É obviamente desejável a manutenção de um programa de auditoria rigoroso que avalie os resultados ocorridos nas situações em que ocorreu a desfibrilhação automática, divulgando os resultados em mortalidade e sequelas resultantes e propondo melhorias na «cadeia de sobrevivência» que tem sempre que estar subjacente a estes programas. No entanto, esse rigor de avaliação não deve ser dificultador de um maior envolvimento e participação ativa dos indivíduos e das diversas entidades públicas e privadas.
Recomenda‐se, assim, maior facilitação nos processos de divulgação de manobras de suporte básico de vida pela comunidade mobilizando escolas, associações locais, universidades sénior etc. Devem ser criados estímulos (benefícios fiscais e outros) para as empresas e sociedades, estatais ou não estatais, que pretendam por iniciativa própria envolver‐se no processo, adquirindo e colocando desfibrilhadores automáticos externos em locais de grande visibilidade e circulação de pessoas9.

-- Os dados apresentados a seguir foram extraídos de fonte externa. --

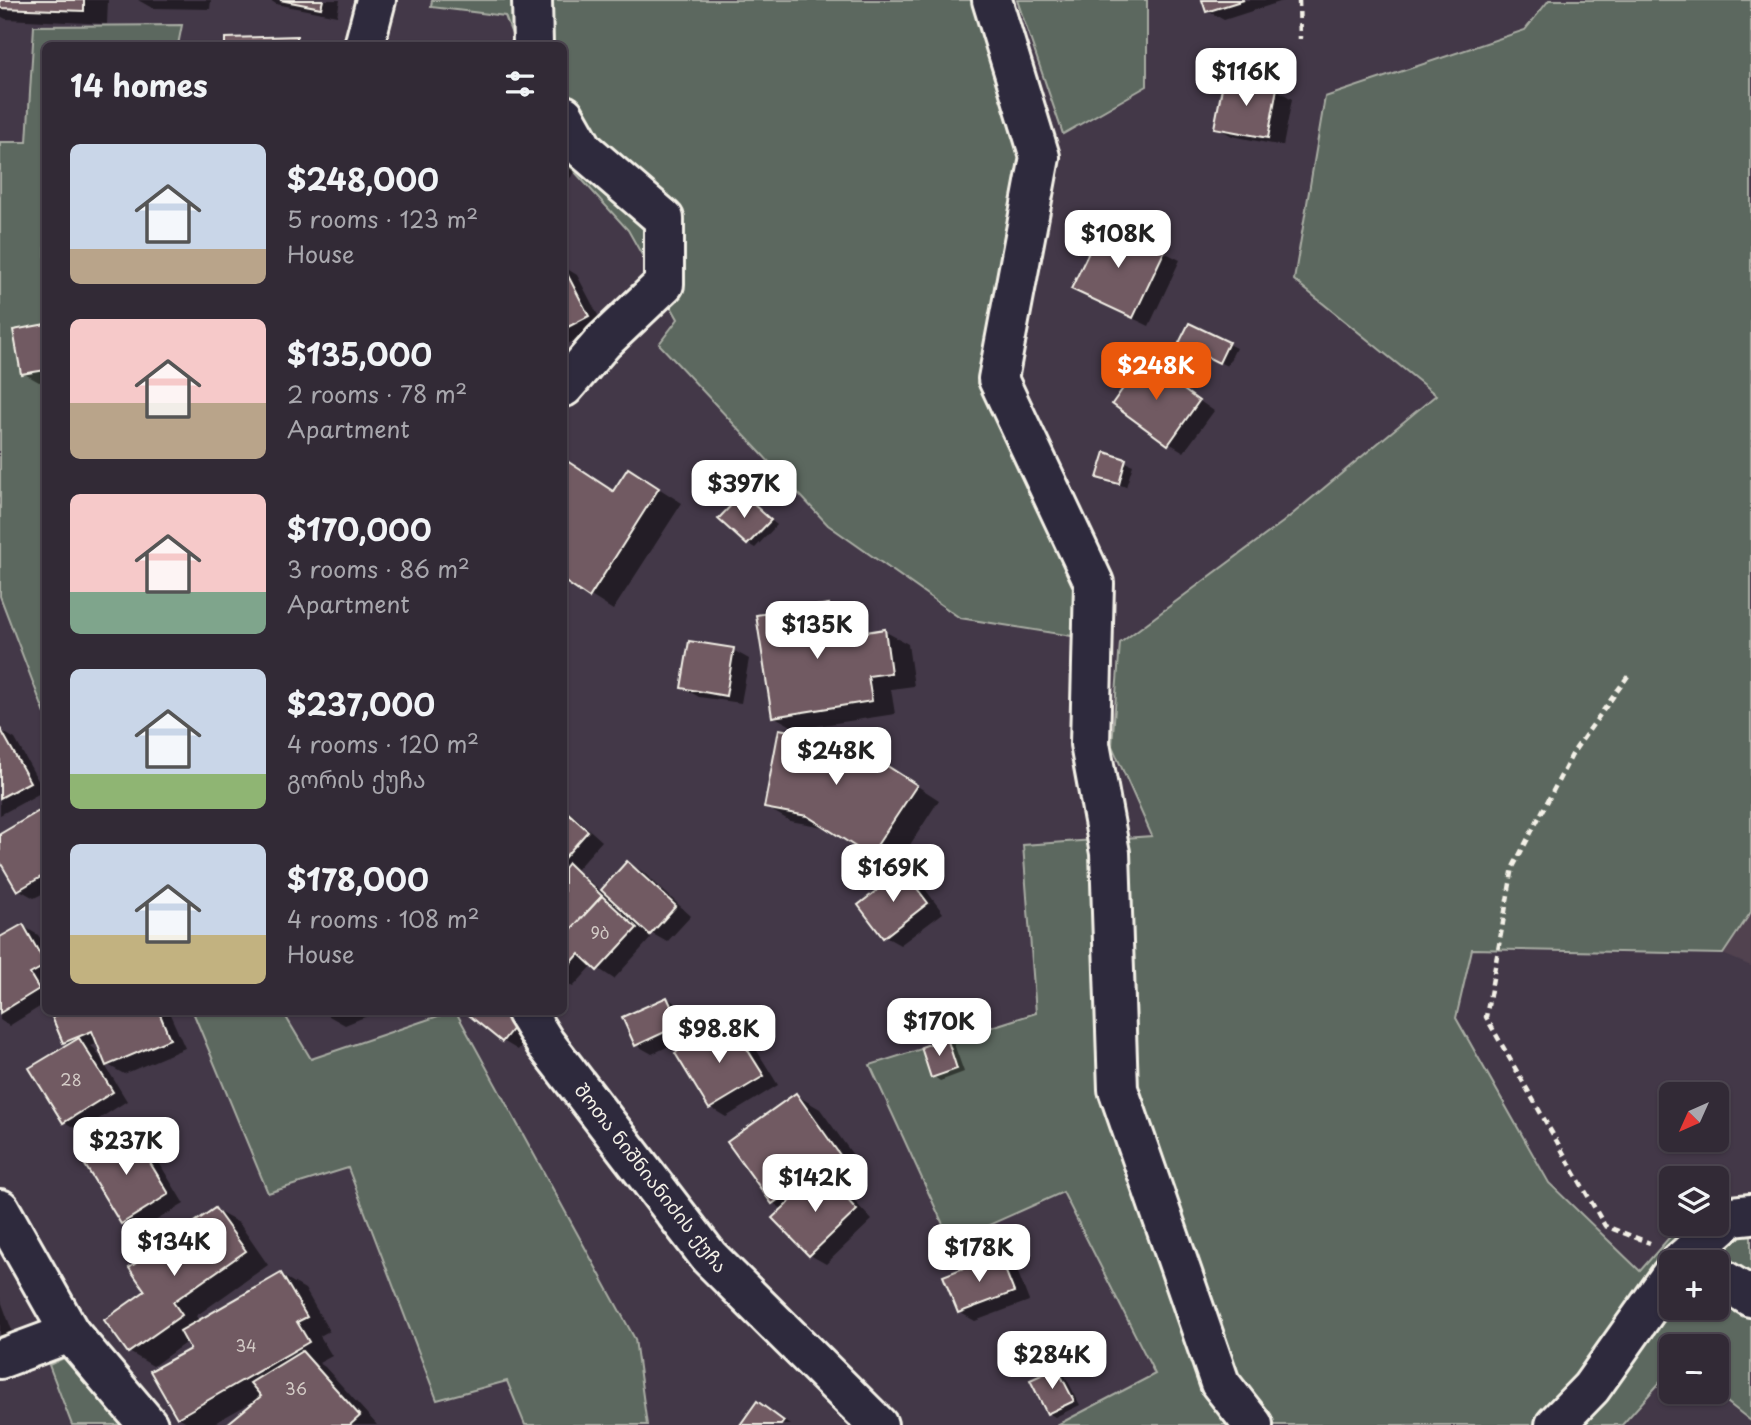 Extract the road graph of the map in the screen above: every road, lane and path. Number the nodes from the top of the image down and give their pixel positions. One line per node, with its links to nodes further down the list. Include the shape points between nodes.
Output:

Experiências em outros países como a que ocorreu na região de Brescia (Itália) demonstraram que uma estratégia de colocação de desfibrilhadores automáticos externos em locais públicos de grande concentração de pessoas, e utilizados por voluntários com treino mínimo ou mesmo leigos, demonstrou ser segura e associada a uma maior sobrevivência de vítimas de paragem cardíaca10.
Para alcançarmos melhores resultados na redução de mortalidade e morbilidade por doença cardiovascular, precisamos de adotar estratégias inovadoras e mais eficientes. Precisamos de cidadãos mais informados e intervenientes11. Neste processo deverão estar mobilizadas sociedades científicas, profissionais de saúde e doentes. As associações de doentes trabalhando sob orientação médica e em parceria com outros profissionais de saúde podem ter um papel insubstituível na sensibilização da sociedade e dos decisores políticos para uma maior atenção para as doenças cérebro‐cardiovasculares12. Deverão ser incentivadas todas as iniciativas que aumentem o conhecimento da população em geral sobre as causas subjacentes à morte súbita e a sua ligação a arritmias cardíacas. A legislação a implementar deve favorecer o desenvolvimento de programas na comunidade que promovam o acesso imediato de vítimas de paragem cardíaca a manobras de suporte básico de vida efetuadas por testemunhas e o acesso mais rápido possível a desfibrilhação precoce13.